2. Description of the Related Art

A conventional rotary actuator for driving a chucking head to grip a workpiece uses hydraulic pressure to move the parts, i.e., hydraulic oil is controlled to move the parts, causing the chucking head to grip or release the workpiece. The use of hydraulic oil cannot completely eliminate oil contamination. Further, it requires much space for the installation of the hydraulic system. The installation cost of the oil pump is high.

SUMMARY OF THE INVENTION

The present invention has been accomplished under the circumstances in view. It is the main object of the present invention to provide a rotary actuator, which uses pneumatic force to move parts, eliminating environmental contamination. According to one aspect of the present invention, the pneumatic rotary actuator comprises a housing formed of a front shell and a rear shell, a shaft tube inserted through the housing, a piston fixedly mounted on the shaft tube and dividing the inside space of the housing into a front air chamber and a rear air chamber, a rotary member provided around the shaft tube and defining an air gap around the shaft tube in communication with the rear air chamber, an inner race mounted around the rotary member, a locknut fastened to the rotary member to lock the inner race to the rotary member, and a locating frame supported on a bearing around the inner race and having a first air inlet for guiding compressed air to the front air chamber through a first air passageway to move the piston and the shaft tube backwards and to further force a chucking head to grip the workpiece and a second air inlet for guiding compressed air into the rear air chamber to move the piston and the shaft tube forwards and to further release the chucking head from the workpiece. According to another aspect of the present invention, the inner race has a plurality of air holes equiangularly spaced around the periphery, and only one air hole is in action to guide compressed air from the first air inlet to the front air chamber or from the second air inlet to the rear air chamber, lowering the risk or air leakage.

BRIEF DESCRIPTION OF THE DRAWINGS

FIG. 1 is a sectional view of a pneumatic rotary actuator according to the present invention.

FIG. 1A is a sectional view taken along line A-A of FIG. 1.

FIG. 2 is an applied view in section of the pneumatic rotary actuator according to the present invention, showing the pull shaft and the shaft tube moved backwards and the chucking head gripped the workpiece.

FIG. 3 is similar to FIG. 2 but showing the pull shaft and the shaft tube moved forwards and the chucking head released from the workpiece.

FIG. 4 is an applied view in section of an alternate form of the pneumatic rotary actuator according to the present invention, showing the pull shaft and the shaft tube moved backwards and the chucking head gripped the workpiece.

FIG. 5 is similar to FIG. 4 but showing the pull shaft and the shaft tube moved forwards and the chucking head released from the workpiece.

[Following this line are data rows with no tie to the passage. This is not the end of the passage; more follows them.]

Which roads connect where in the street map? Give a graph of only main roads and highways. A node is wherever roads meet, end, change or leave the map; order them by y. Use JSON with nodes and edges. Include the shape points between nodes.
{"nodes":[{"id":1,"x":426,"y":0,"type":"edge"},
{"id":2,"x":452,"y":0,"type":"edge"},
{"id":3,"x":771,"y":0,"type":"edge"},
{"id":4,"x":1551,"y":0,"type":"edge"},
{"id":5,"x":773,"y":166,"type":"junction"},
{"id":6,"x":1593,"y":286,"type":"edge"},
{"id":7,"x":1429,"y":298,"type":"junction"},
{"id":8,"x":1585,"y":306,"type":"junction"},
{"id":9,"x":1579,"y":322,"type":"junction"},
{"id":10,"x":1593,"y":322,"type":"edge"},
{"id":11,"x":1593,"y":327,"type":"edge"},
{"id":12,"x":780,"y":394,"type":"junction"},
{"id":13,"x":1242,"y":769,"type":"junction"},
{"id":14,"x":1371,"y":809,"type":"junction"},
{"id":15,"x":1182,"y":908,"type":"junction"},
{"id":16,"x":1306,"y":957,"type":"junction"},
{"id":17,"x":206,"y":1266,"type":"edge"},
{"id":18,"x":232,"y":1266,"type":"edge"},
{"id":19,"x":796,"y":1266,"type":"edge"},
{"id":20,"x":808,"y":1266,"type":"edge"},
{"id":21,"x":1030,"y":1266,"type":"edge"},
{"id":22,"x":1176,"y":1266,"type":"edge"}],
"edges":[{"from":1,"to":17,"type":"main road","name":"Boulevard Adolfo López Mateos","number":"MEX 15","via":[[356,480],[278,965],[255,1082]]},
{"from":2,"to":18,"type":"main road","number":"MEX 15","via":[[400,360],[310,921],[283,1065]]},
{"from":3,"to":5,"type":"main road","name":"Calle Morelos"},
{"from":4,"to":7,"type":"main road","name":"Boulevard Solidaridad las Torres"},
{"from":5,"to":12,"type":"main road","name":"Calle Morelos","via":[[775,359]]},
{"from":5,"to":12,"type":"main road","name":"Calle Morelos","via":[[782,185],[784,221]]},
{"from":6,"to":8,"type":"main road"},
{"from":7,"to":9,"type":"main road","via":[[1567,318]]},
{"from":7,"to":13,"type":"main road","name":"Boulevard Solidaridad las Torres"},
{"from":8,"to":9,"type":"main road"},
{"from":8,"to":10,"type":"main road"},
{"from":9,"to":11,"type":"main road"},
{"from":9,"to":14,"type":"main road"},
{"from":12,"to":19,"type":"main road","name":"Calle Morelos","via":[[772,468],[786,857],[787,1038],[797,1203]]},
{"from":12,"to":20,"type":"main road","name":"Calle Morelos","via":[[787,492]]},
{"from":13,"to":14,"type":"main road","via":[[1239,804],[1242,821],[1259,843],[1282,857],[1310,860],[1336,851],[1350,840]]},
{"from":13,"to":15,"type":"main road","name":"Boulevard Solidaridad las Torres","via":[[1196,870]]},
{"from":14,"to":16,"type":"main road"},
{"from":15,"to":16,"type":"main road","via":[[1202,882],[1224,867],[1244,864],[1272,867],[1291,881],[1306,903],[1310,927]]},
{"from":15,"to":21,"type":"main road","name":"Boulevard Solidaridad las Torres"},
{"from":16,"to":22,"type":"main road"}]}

DETAILED DESCRIPTION OF THE PREFERRED EMBODIMENT

Referring to FIGS. 1, 1A, 2 and 3, a pneumatic rotary actuator in accordance with the present invention is shown comprising a shaft tube 10, a piston 11, a front shell 12, a rear shell 15, a locating frame 20, an inner race 23, a rotary member 30, and a locknut 34.

The front shell 12 and the rear shell 15 are fixedly fastened together to support the shaft tube 10. The piston 11 is fixedly mounted around the shaft tube 10 and suspending in between the front shell 12 and the rear shell 15, dividing the inside space within the front shell 12 and the rear shell 15 into a front air chamber 17 and a rear air chamber 18. The front shell 12 has a connection hole 13 and an air hole 14 disposed in communication with the front air chamber 17. The rear shell 15 has an air passage 16 in communication with the connection hole 13 of the front shell 12.

The rotary member 30 is a provided around the shaft tube 10, defining an air gap 33 around the shaft tube 10 in communication with the rear air chamber 18 and having an air passage 31 in communication with the air passage 16 of the rear shell 15 and a plurality of air holes 32 equiangularly spaced around the periphery in communication between the air gap 33 and the outside space.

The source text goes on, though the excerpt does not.